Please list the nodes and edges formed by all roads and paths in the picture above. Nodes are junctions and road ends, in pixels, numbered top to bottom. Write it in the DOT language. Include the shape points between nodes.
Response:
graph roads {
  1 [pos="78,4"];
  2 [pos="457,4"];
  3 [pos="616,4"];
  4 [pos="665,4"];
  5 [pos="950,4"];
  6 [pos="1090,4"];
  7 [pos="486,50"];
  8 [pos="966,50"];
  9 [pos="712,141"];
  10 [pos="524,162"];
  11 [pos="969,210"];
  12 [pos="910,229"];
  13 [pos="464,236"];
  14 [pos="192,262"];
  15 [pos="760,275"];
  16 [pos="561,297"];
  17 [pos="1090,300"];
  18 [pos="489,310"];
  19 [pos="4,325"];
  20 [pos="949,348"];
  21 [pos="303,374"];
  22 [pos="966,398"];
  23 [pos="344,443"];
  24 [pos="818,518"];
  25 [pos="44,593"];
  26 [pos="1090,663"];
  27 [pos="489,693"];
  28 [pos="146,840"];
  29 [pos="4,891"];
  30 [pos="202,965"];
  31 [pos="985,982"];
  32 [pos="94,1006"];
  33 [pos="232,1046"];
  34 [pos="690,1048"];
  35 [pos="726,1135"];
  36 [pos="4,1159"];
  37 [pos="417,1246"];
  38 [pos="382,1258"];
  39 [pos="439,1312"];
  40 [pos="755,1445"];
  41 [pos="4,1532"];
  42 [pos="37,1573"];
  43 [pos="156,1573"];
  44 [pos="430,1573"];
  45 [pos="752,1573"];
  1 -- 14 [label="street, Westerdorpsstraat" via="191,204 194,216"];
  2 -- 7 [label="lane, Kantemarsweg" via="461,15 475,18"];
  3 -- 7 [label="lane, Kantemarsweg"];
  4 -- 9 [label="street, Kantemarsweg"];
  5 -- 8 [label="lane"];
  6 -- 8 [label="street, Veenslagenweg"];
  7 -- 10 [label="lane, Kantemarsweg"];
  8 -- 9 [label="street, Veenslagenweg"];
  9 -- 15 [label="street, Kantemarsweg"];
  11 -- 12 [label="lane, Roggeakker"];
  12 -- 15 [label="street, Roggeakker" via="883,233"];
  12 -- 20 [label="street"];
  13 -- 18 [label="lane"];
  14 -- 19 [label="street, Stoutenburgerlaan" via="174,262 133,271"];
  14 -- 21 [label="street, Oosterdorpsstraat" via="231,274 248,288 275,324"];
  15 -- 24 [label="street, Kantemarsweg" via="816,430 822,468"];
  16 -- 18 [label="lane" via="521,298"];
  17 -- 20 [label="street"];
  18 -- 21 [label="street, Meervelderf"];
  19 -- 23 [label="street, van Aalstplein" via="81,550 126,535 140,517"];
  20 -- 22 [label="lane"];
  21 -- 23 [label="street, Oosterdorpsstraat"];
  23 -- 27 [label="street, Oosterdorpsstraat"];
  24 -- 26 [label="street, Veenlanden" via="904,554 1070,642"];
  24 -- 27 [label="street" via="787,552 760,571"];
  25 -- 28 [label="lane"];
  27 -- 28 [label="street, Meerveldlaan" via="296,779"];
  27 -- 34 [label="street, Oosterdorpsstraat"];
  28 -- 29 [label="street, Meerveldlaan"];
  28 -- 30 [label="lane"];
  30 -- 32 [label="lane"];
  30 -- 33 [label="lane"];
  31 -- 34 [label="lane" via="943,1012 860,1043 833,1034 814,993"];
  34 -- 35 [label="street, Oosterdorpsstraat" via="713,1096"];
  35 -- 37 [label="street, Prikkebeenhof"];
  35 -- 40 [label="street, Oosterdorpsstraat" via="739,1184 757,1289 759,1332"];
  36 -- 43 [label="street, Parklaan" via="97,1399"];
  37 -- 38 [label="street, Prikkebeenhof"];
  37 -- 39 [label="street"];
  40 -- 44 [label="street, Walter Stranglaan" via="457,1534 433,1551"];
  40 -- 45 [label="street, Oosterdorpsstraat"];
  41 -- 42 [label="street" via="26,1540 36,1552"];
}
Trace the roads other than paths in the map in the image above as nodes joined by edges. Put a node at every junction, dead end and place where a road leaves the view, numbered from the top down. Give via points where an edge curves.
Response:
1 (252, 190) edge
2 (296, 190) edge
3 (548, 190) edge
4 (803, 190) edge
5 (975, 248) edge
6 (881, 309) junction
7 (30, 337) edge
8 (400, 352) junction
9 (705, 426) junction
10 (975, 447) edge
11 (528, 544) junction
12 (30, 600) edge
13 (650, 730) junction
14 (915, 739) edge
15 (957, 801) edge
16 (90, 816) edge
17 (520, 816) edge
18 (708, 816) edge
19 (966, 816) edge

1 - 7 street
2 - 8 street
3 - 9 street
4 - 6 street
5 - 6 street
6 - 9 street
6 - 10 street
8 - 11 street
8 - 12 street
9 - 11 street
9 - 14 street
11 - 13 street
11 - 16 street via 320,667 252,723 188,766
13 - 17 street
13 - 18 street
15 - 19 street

++++++++++

Copy out the data exactly as it stands, leaving nothing out.

Please list the nodes and edges formed by all roads and paths in the picture above. Nodes are junctions and road ends, in pixels, numbered top to bottom. Write it in the DOT language. Include the shape points between nodes.
Response:
graph roads {
  1 [pos="78,4"];
  2 [pos="457,4"];
  3 [pos="616,4"];
  4 [pos="665,4"];
  5 [pos="950,4"];
  6 [pos="1090,4"];
  7 [pos="486,50"];
  8 [pos="966,50"];
  9 [pos="712,141"];
  10 [pos="524,162"];
  11 [pos="969,210"];
  12 [pos="910,229"];
  13 [pos="464,236"];
  14 [pos="192,262"];
  15 [pos="760,275"];
  16 [pos="561,297"];
  17 [pos="1090,300"];
  18 [pos="489,310"];
  19 [pos="4,325"];
  20 [pos="949,348"];
  21 [pos="303,374"];
  22 [pos="966,398"];
  23 [pos="344,443"];
  24 [pos="818,518"];
  25 [pos="44,593"];
  26 [pos="1090,663"];
  27 [pos="489,693"];
  28 [pos="146,840"];
  29 [pos="4,891"];
  30 [pos="202,965"];
  31 [pos="985,982"];
  32 [pos="94,1006"];
  33 [pos="232,1046"];
  34 [pos="690,1048"];
  35 [pos="726,1135"];
  36 [pos="4,1159"];
  37 [pos="417,1246"];
  38 [pos="382,1258"];
  39 [pos="439,1312"];
  40 [pos="755,1445"];
  41 [pos="4,1532"];
  42 [pos="37,1573"];
  43 [pos="156,1573"];
  44 [pos="430,1573"];
  45 [pos="752,1573"];
  1 -- 14 [label="street, Westerdorpsstraat" via="191,204 194,216"];
  2 -- 7 [label="lane, Kantemarsweg" via="461,15 475,18"];
  3 -- 7 [label="lane, Kantemarsweg"];
  4 -- 9 [label="street, Kantemarsweg"];
  5 -- 8 [label="lane"];
  6 -- 8 [label="street, Veenslagenweg"];
  7 -- 10 [label="lane, Kantemarsweg"];
  8 -- 9 [label="street, Veenslagenweg"];
  9 -- 15 [label="street, Kantemarsweg"];
  11 -- 12 [label="lane, Roggeakker"];
  12 -- 15 [label="street, Roggeakker" via="883,233"];
  12 -- 20 [label="street"];
  13 -- 18 [label="lane"];
  14 -- 19 [label="street, Stoutenburgerlaan" via="174,262 133,271"];
  14 -- 21 [label="street, Oosterdorpsstraat" via="231,274 248,288 275,324"];
  15 -- 24 [label="street, Kantemarsweg" via="816,430 822,468"];
  16 -- 18 [label="lane" via="521,298"];
  17 -- 20 [label="street"];
  18 -- 21 [label="street, Meervelderf"];
  19 -- 23 [label="street, van Aalstplein" via="81,550 126,535 140,517"];
  20 -- 22 [label="lane"];
  21 -- 23 [label="street, Oosterdorpsstraat"];
  23 -- 27 [label="street, Oosterdorpsstraat"];
  24 -- 26 [label="street, Veenlanden" via="904,554 1070,642"];
  24 -- 27 [label="street" via="787,552 760,571"];
  25 -- 28 [label="lane"];
  27 -- 28 [label="street, Meerveldlaan" via="296,779"];
  27 -- 34 [label="street, Oosterdorpsstraat"];
  28 -- 29 [label="street, Meerveldlaan"];
  28 -- 30 [label="lane"];
  30 -- 32 [label="lane"];
  30 -- 33 [label="lane"];
  31 -- 34 [label="lane" via="943,1012 860,1043 833,1034 814,993"];
  34 -- 35 [label="street, Oosterdorpsstraat" via="713,1096"];
  35 -- 37 [label="street, Prikkebeenhof"];
  35 -- 40 [label="street, Oosterdorpsstraat" via="739,1184 757,1289 759,1332"];
  36 -- 43 [label="street, Parklaan" via="97,1399"];
  37 -- 38 [label="street, Prikkebeenhof"];
  37 -- 39 [label="street"];
  40 -- 44 [label="street, Walter Stranglaan" via="457,1534 433,1551"];
  40 -- 45 [label="street, Oosterdorpsstraat"];
  41 -- 42 [label="street" via="26,1540 36,1552"];
}
Trace the roads other than paths in the map in the image above as nodes joined by edges. Put a node at every junction, dead end and place where a road leaves the view, numbered from the top down. Give via points where an edge curves.
Response:
1 (252, 190) edge
2 (296, 190) edge
3 (548, 190) edge
4 (803, 190) edge
5 (975, 248) edge
6 (881, 309) junction
7 (30, 337) edge
8 (400, 352) junction
9 (705, 426) junction
10 (975, 447) edge
11 (528, 544) junction
12 (30, 600) edge
13 (650, 730) junction
14 (915, 739) edge
15 (957, 801) edge
16 (90, 816) edge
17 (520, 816) edge
18 (708, 816) edge
19 (966, 816) edge

1 - 7 street
2 - 8 street
3 - 9 street
4 - 6 street
5 - 6 street
6 - 9 street
6 - 10 street
8 - 11 street
8 - 12 street
9 - 11 street
9 - 14 street
11 - 13 street
11 - 16 street via 320,667 252,723 188,766
13 - 17 street
13 - 18 street
15 - 19 street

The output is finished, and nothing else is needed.